Figure 3.

IFN-γ- and TNF-α-dependent TER decreases are accompanied by increases in MLC phosphorylation and MLCK expression. A: Caco-2 monolayers were incubated in media with or without IFN-γ (10 ng/ml) for 24 hours and then transferred to media with or without TNF-α (2.5 ng/ml), as indicated. In the designated conditions, 200 μmol/L PIK, a highly specific membrane-permeant inhibitor of MLC kinase, was added to the apical media 2 hours after TNF-α addition. As we have shown previously,11 PIK alone induced a small increase in TER. However, in monolayers treated sequentially with IFN-γ and TNF-α, PIK was able to nearly completely prevent TER loss (P < 0.02) (n = 3 in this representative experiment). B: Caco-2 monolayers were incubated in media with or without IFN-γ (10 ng/ml) for 24 hours and then transferred to media with or without TNF-α (2.5 ng/ml), as indicated. Monolayers were harvested 8 hours after TNF-α addition. MLC phosphorylation was assessed by SDS-PAGE immunoblot. TNF-α (2.5 ng/ml) caused a small increase in MLC phosphorylation in monolayers without IFN-γ (10 ng/ml) pretreatment (P > 0.05), but a significant increase in MLC phosphorylation in cells with IFN-γ pretreatment (P < 0.05) (n = 2 in this representative experiment). C: Caco-2 monolayers were incubated in media with or without IFN-γ (10 ng/ml) for 24 hours and then transferred to media with or without TNF-α (2.5 ng/ml), as indicated.

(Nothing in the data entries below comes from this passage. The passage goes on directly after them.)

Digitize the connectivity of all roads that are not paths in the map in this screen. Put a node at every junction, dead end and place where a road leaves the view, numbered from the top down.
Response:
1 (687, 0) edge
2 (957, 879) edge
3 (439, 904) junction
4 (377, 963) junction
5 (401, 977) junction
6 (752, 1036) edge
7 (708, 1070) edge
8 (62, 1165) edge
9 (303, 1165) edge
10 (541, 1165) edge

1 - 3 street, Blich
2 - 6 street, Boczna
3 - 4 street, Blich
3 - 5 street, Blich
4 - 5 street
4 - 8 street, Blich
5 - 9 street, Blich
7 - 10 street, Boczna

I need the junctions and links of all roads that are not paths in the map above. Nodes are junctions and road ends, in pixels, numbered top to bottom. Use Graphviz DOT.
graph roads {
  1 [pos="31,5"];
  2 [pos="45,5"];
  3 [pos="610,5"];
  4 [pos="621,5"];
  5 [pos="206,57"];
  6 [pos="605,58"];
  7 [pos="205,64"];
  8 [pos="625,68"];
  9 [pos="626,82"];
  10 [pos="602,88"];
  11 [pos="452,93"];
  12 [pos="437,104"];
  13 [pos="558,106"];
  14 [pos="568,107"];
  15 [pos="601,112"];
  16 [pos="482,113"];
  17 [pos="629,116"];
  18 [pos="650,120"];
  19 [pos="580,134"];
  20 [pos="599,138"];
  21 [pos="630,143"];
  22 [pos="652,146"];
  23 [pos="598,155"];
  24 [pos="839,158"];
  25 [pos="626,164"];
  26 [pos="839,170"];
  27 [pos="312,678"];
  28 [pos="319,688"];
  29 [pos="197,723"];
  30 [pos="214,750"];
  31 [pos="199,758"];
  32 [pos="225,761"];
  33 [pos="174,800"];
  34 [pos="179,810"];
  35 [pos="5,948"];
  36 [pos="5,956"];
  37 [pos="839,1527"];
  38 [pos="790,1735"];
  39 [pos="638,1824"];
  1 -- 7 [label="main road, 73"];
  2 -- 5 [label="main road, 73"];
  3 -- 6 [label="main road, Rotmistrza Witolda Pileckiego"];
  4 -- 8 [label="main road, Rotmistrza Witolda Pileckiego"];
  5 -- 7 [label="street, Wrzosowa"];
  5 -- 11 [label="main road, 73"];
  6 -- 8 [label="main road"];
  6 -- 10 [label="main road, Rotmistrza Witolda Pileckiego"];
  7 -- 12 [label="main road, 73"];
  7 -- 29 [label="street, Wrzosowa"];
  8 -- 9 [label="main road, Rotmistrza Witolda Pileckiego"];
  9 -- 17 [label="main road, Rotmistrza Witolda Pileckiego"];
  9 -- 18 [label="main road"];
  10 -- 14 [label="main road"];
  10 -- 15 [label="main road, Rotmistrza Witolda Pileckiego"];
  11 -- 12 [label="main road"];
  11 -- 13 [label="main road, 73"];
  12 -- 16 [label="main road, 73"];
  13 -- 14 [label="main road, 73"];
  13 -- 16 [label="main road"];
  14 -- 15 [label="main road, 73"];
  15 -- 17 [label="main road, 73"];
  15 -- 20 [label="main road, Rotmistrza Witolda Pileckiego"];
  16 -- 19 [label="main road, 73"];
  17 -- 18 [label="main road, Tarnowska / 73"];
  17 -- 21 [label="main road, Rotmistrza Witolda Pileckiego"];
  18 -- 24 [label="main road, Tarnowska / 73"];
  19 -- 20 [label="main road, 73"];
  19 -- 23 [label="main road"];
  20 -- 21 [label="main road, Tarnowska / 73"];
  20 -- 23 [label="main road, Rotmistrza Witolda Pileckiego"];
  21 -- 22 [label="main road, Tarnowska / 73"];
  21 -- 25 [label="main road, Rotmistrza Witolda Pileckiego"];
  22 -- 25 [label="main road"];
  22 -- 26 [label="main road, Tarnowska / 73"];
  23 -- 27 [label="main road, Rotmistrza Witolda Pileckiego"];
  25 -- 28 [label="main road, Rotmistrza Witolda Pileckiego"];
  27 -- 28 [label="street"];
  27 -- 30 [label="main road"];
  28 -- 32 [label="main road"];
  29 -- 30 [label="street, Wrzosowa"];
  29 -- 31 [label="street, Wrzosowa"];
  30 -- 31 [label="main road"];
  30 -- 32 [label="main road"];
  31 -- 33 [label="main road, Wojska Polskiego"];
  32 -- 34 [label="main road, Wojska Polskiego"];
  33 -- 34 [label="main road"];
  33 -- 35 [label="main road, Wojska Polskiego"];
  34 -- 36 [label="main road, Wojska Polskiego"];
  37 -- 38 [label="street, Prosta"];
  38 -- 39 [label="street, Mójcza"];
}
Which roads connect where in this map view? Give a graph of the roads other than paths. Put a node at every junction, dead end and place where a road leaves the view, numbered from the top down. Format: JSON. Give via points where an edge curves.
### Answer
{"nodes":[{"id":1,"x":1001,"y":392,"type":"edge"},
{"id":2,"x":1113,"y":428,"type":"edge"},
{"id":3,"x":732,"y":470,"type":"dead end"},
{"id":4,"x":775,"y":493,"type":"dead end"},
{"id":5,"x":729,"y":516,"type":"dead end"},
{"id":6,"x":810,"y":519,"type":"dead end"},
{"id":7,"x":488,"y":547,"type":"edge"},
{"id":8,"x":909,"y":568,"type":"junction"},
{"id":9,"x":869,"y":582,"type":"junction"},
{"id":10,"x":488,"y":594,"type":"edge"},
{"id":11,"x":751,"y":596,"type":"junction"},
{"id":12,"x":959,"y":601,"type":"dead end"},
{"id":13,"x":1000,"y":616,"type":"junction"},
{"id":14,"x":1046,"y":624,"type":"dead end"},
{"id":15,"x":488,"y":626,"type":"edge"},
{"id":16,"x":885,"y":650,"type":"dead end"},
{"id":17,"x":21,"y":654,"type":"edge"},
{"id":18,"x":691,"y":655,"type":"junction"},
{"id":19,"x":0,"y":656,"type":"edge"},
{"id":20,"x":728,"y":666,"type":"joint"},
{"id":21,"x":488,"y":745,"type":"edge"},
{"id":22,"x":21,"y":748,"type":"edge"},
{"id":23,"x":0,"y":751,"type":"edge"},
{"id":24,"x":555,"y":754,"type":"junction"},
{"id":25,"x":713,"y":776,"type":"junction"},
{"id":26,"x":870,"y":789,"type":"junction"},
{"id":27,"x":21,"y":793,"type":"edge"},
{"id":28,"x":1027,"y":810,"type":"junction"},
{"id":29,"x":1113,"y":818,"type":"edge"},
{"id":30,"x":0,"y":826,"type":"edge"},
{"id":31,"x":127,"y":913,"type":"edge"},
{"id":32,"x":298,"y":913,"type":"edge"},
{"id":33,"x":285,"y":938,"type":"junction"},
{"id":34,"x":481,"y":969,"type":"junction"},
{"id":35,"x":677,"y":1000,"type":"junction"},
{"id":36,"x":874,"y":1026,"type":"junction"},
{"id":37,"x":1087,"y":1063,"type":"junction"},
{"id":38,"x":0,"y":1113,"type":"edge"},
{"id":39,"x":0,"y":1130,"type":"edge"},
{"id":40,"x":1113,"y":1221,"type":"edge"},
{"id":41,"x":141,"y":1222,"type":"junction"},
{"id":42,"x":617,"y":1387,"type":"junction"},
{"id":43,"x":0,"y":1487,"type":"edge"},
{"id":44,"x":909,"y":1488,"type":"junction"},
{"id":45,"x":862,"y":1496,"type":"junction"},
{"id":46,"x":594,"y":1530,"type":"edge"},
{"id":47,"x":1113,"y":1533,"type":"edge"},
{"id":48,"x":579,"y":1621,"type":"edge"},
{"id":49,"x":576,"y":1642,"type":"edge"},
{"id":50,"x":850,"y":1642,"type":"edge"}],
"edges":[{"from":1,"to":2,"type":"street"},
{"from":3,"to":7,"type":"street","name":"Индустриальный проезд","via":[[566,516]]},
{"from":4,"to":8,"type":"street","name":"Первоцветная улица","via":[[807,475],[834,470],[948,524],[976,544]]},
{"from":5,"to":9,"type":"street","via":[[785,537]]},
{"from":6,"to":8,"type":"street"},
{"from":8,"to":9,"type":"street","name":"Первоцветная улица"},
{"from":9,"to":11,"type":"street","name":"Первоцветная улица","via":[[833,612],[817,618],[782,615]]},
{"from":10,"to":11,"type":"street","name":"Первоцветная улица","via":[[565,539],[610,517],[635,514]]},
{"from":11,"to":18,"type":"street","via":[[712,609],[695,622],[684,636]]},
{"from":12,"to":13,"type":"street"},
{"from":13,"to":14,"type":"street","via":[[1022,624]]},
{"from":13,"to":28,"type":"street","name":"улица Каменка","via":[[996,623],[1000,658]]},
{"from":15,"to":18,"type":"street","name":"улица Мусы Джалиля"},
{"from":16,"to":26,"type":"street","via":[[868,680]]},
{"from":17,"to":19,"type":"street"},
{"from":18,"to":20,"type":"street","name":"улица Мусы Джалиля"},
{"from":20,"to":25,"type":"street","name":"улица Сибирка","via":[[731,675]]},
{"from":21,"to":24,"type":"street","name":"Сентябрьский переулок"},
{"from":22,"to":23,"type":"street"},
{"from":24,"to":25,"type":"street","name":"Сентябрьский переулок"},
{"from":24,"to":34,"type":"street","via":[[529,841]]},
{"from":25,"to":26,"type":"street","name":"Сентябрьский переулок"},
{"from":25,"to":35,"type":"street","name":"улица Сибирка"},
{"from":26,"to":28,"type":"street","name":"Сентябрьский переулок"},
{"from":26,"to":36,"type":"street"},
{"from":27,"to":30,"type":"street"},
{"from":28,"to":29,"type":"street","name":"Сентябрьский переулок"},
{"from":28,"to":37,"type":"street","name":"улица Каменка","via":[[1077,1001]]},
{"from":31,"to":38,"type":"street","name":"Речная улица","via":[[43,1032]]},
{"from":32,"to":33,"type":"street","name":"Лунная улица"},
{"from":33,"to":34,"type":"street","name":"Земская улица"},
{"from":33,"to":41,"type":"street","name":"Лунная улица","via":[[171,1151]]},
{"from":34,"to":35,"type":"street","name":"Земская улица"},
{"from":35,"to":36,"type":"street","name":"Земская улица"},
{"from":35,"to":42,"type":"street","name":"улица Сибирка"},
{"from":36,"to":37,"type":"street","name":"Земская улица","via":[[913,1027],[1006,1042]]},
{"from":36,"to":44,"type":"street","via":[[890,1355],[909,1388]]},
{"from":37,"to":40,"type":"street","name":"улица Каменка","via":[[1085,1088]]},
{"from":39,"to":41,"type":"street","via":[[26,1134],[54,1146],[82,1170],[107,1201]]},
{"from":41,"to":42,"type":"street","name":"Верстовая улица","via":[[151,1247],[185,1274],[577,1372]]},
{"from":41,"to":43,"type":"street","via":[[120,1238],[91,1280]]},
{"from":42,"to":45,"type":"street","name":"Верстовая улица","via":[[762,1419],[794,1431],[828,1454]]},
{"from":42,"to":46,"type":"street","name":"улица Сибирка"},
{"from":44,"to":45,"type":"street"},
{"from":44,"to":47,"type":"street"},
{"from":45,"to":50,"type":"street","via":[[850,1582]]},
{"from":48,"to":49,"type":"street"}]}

Monolayers were harvested 8 hours after TNF-α addition. MLCK protein expression was analyzed by SDS-PAGE immunoblot. TNF-α (2.5 ng/ml) caused a slight increase MLCK expression in monolayers without IFN-γ (10 ng/ml) pretreatment (P > 0.05), but a significant increase in MLCK expression occurred after TNF-α treatment of monolayers primed with IFN-γ (P < 0.05) (n = 2 in this representative experiment).